2 February 2018
2 February 2018
Fast-paced advances in technology are creating diffuse and volatile conditions in which international actors operate. Disruptive innovations such as machine learning and big data analytics are changing governments, NGOs, the media, businesses, and in some cases entire industries. New and unexpected players entering the field are putting pressure on the traditional division of roles between politics, business, journalism and civil society. And this is just the beginning: developments like artificial intelligence and blockchain technology are only just starting to have an impact.
For governments and diplomats, as well as the partners they are looking to work with, this poses a challenge. We find ourselves at a turning point that calls for new alliances between actors capable not only of responding to these changes, but capable of anticipating and embracing them.

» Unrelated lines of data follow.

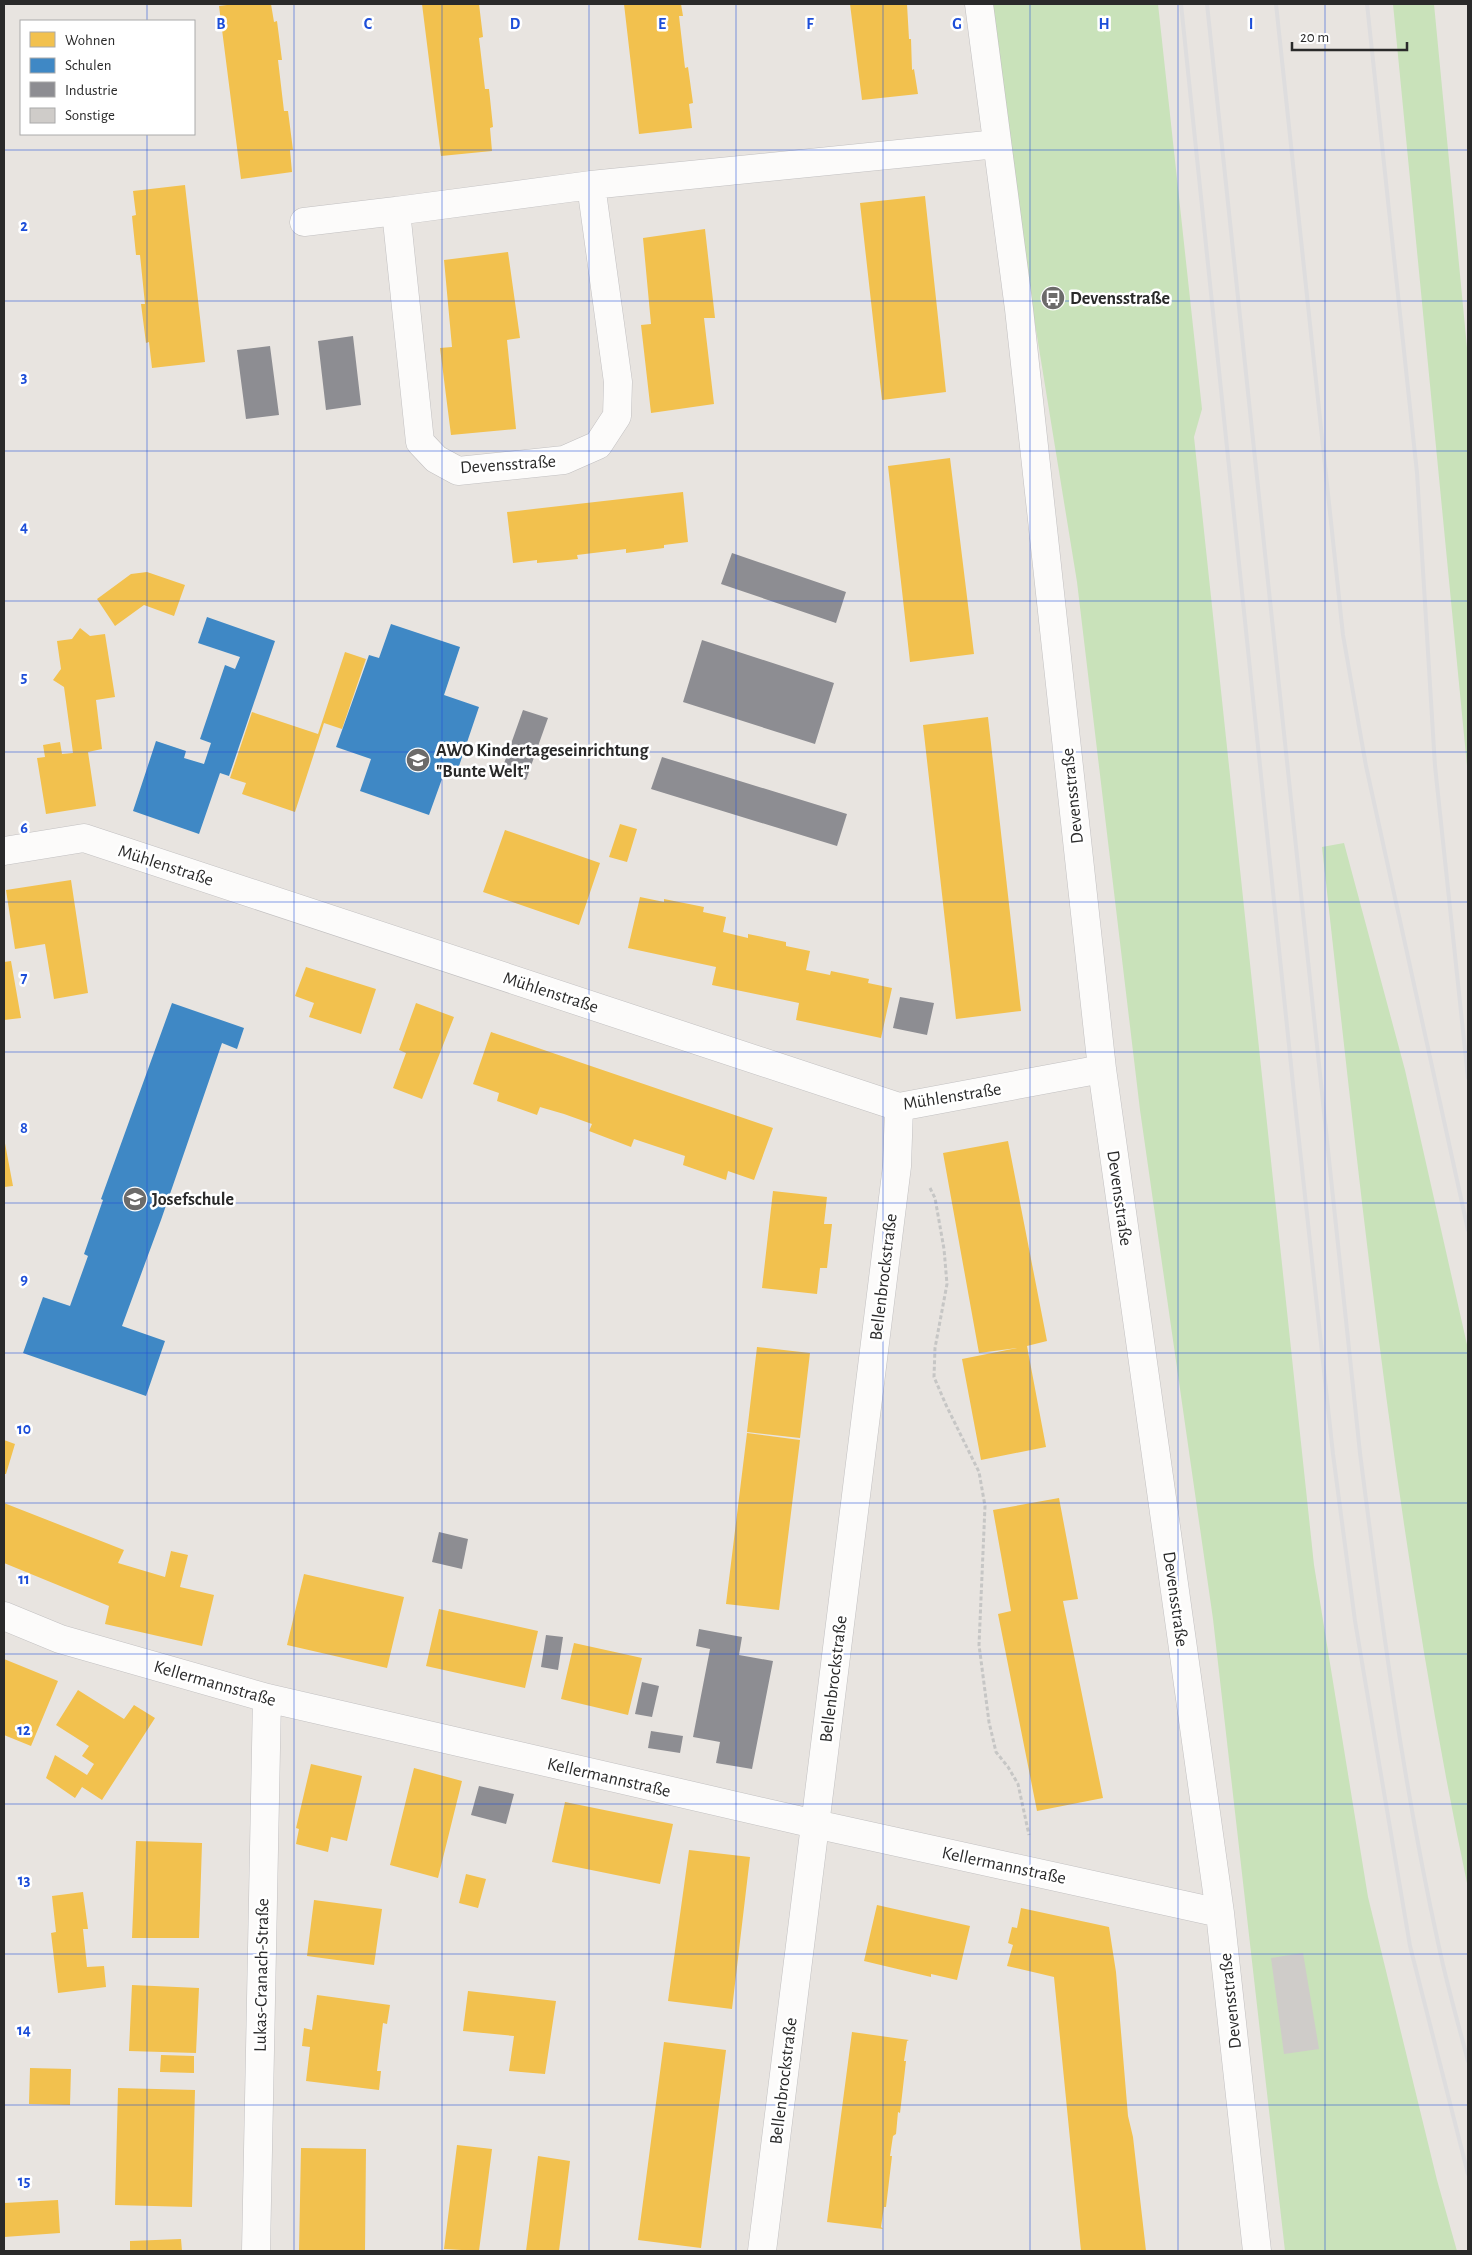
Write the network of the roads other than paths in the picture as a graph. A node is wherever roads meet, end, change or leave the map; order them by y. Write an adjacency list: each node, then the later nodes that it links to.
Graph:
1 (979, 4): 2 (street, Devensstraße)
2 (996, 144): 3 (street); 7 (street, Devensstraße)
3 (591, 185): 4 (street); 4 (street, Devensstraße)
4 (396, 211): 5 (street)
5 (304, 222)
6 (4, 852): 8 (street, Mühlenstraße)
7 (1102, 1069): 8 (street, Mühlenstraße); 12 (street, Devensstraße)
8 (899, 1107): 11 (street, Bellenbrockstraße)
9 (4, 1616): 10 (street, Kellermannstraße)
10 (267, 1698): 11 (street, Kellermannstraße); 13 (street, Lukas-Cranach-Straße)
11 (815, 1824): 12 (street, Kellermannstraße); 14 (street, Bellenbrockstraße)
12 (1220, 1913): 15 (street, Devensstraße)
13 (256, 2251)
14 (762, 2251)
15 (1257, 2251)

Diego Piacentini, formerly senior vice president at Amazon and now head of the Italian government’s digital technology office, recognises this sentiment: ‘We can never permit ourselves the luxury of feeling that we have arrived: tomorrow we will always a to do better than today.’
The impact of digitalisation is clearly both positive and negative. We can use digital technology to connect people and bring them closer together, but the same technology can also be used to create division. More and more data can be gathered online, but does the data provide us with actual insight? Every day the latest news from around the world is presented to us on a plate via online platforms, but these platforms are also a platform for deliberate fake news. The result is a diffuse digital world. What are the implications of this? How can you make the most of opportunities, protect yourself against threats and avoid ‘noise’? And what challenges and opportunities can diplomats, businesses, journalists and NGOs expect in the future?

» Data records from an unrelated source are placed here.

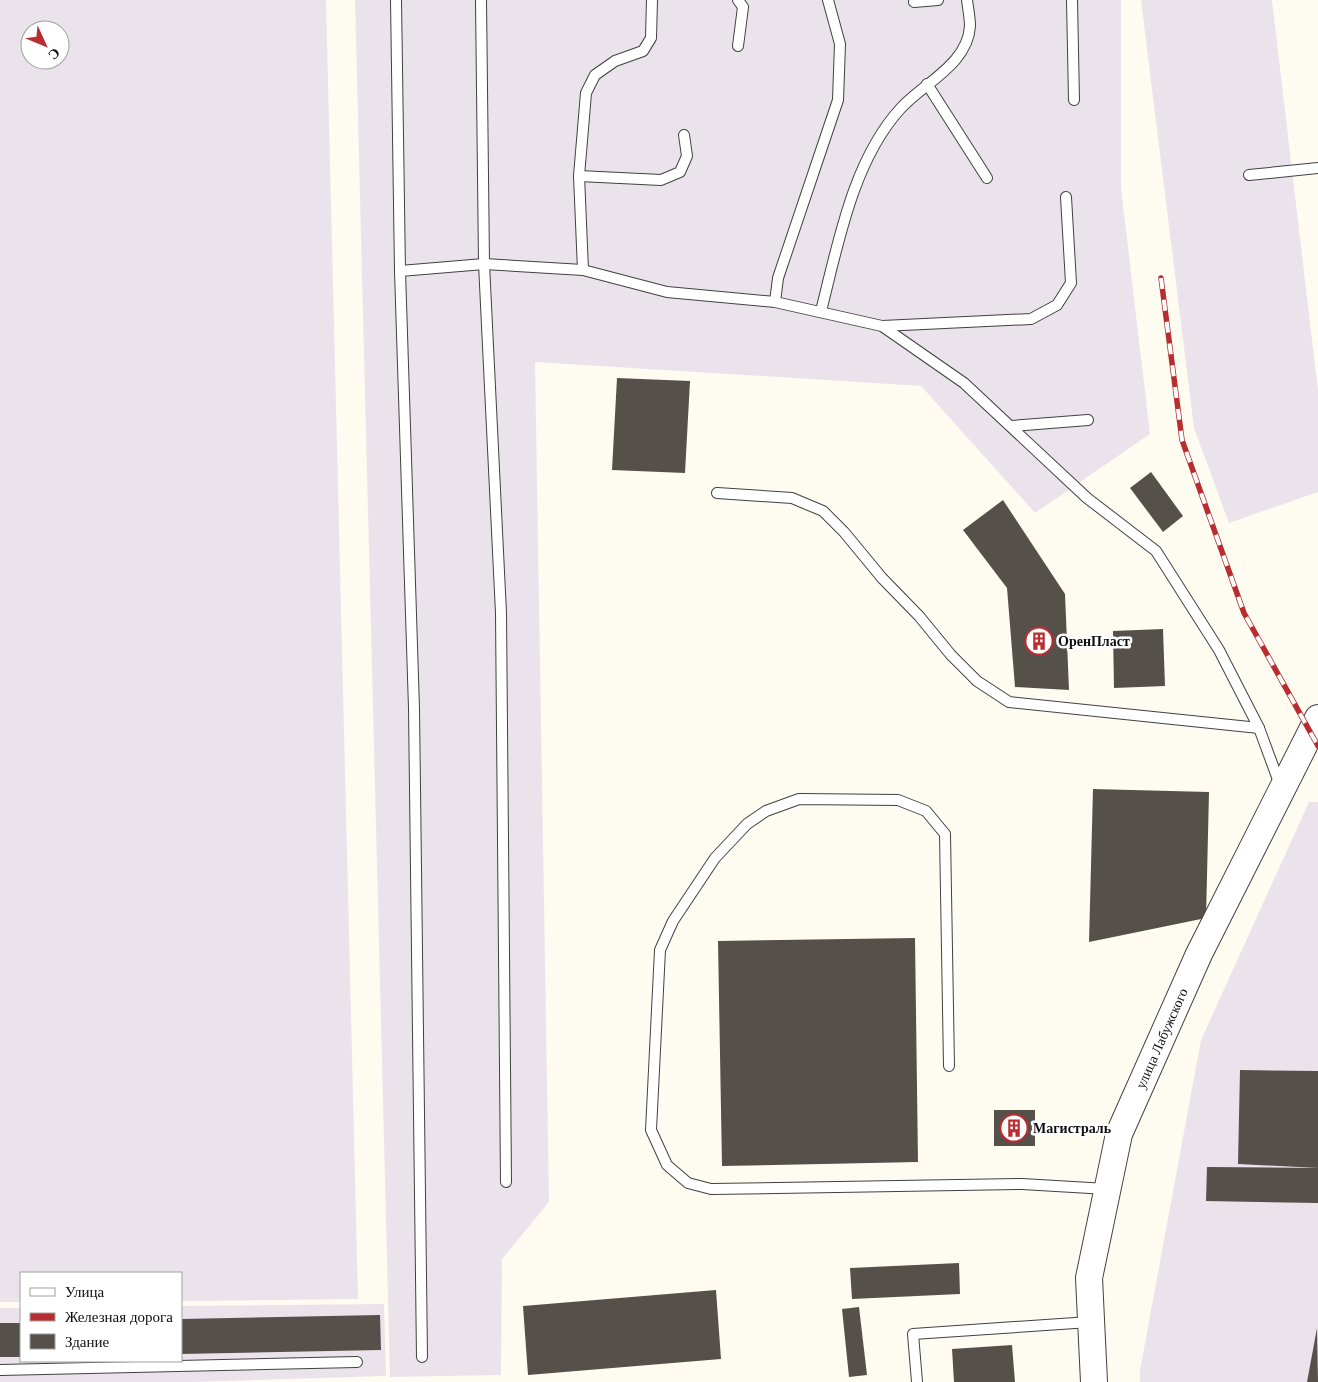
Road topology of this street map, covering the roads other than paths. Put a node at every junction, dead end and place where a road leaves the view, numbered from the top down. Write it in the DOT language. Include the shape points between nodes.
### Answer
graph roads {
  1 [pos="396,0"];
  2 [pos="481,0"];
  3 [pos="652,0"];
  4 [pos="738,0"];
  5 [pos="828,0"];
  6 [pos="938,0"];
  7 [pos="967,0"];
  8 [pos="1072,0"];
  9 [pos="914,2"];
  10 [pos="738,46"];
  11 [pos="926,84"];
  12 [pos="1074,100"];
  13 [pos="684,135"];
  14 [pos="1318,168"];
  15 [pos="1249,175"];
  16 [pos="579,176"];
  17 [pos="987,178"];
  18 [pos="1066,197"];
  19 [pos="484,264"];
  20 [pos="583,270"];
  21 [pos="400,271"];
  22 [pos="775,302"];
  23 [pos="821,311"];
  24 [pos="882,326"];
  25 [pos="1088,420"];
  26 [pos="1011,426"];
  27 [pos="717,493"];
  28 [pos="1318,718"];
  29 [pos="1259,728"];
  30 [pos="1282,790"];
  31 [pos="949,1066"];
  32 [pos="506,1182"];
  33 [pos="1108,1190"];
  34 [pos="1091,1322"];
  35 [pos="422,1358"];
  36 [pos="357,1362"];
  37 [pos="0,1370"];
  38 [pos="917,1382"];
  39 [pos="1094,1382"];
  1 -- 21 [label="lane"];
  2 -- 19 [label="lane"];
  3 -- 16 [label="lane" via="651,38 643,51 615,61 595,76 586,92"];
  4 -- 10 [label="lane" via="743,7"];
  5 -- 22 [label="lane" via="840,44 838,100 778,278"];
  6 -- 9 [label="lane"];
  7 -- 11 [label="lane" via="970,27 962,53"];
  8 -- 12 [label="lane"];
  11 -- 17 [label="lane"];
  11 -- 23 [label="lane" via="900,108 875,144 847,212"];
  13 -- 16 [label="lane" via="687,156 680,172 661,180"];
  14 -- 15 [label="lane"];
  16 -- 20 [label="lane"];
  18 -- 24 [label="lane" via="1071,283 1058,305 1031,319"];
  19 -- 20 [label="lane"];
  19 -- 21 [label="lane"];
  19 -- 32 [label="lane" via="501,613"];
  20 -- 22 [label="lane" via="667,292"];
  21 -- 35 [label="lane" via="414,708"];
  22 -- 23 [label="lane"];
  23 -- 24 [label="lane"];
  24 -- 26 [label="lane" via="964,383"];
  25 -- 26 [label="lane"];
  26 -- 29 [label="lane" via="1087,498 1156,551 1219,650"];
  27 -- 29 [label="lane" via="792,498 823,511 977,681 1009,702"];
  28 -- 30 [label="street, улица Лабужского"];
  29 -- 30 [label="lane"];
  30 -- 33 [label="street, улица Лабужского" via="1199,954 1119,1134"];
  31 -- 33 [label="lane" via="945,834 926,812 898,800 800,799 766,811 747,824 715,858 673,921 660,950 651,1130 667,1165 688,1183 711,1189 1022,1184"];
  33 -- 34 [label="street, улица Лабужского" via="1089,1278"];
  34 -- 38 [label="lane" via="914,1334"];
  34 -- 39 [label="street, улица Лабужского"];
  36 -- 37 [label="lane"];
}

To explore these issues, the Ministry of Foreign Affairs of the Netherlands is organising The Hague Digital Diplomacy Camp: Influence in a diffuse digital world on 2 February 2018. At this unconference, we are inviting participants to discuss consequences of digitalization for international affairs, to share practical tools and design solutions for the future.
Who’s got the floor? Working with digital influencers to expand civic space.
Luke Gilder, Engagement Strategist at RNW Media
Embassy Lab: an experiment with future functions of embassies in the current age of EUization, globalization and digitalization.
Prof. Elizabeth Sikiaridi and Prof. Frans Vogelaar, Hybrid Space Lab
Augmented Reality for Diplomacy.
Galit Ariel, CEO of Wondarlands and author of ‘Augmented Alice – The Future of Identity, Experience and Reality’
How to leverage the value of data while preventing harm to vulnerable people.
Thomas Baar, HumanityX
Diplohack: are hackathons viable tools for diplomats?
Jon Pelling (Swedish MFA) and Weijer Losecaat Vermeer (Dutch MFA), co-founders of Diplohack
“What is Really Going on Out There?” What a Digital Index of Global Influence (DiGi) could contribute to mapping patterns of influence in the digital world.
Stuart MacDonald (SYM Consulting) and Prof. Jan Melissen (Netherlands Institute of International Relations ‘Clingendael’).
Digital Public Diplomacy: From Tactics to Strategy
By Prof. Corneliu Bjola, Jennifer Cassidy and Ilan Manor, University of Oxford.
Hacking SDG 16: Using Digital Diplomacy to Support Accountability and the Rule of Law.
By Blair Glencorse, Janos Koka and Diego Osorio (Global Diplomacy Lab’s Winning #DiploCamp submission).
10.00h – 10.30h: Plenary opening and keynote talks
10.30h – 11.00h: Opening of the wall: participants can submit sessions
11.00h – 11.45h: First round of sessions
12.00h – 12.45h: Second round of sessions
12.45h – 14.00h: Walking lunch with inspiring keynote talks
14.00h – 14.45h: Third round of sessions
15.00h – 15.45h: Fourth round of sessions
16.00h – 16.45h: Plenary closing statement
Closing session at The Hague Humanity Hub
Closing the conference you will be able to see digital diplomacy in action, in a short pitch and discussion session at and with members of the Hague Humanity Hub, followed by closing drinks. This innovation space is host to, among others, UN-OCHA’s Center for Humanitarian Data, Leiden University’s HumanityX programme, the Hague Institute for Innovation in Law, Dutch Coalition for Humanitarian Innovation and the World Resources Institute.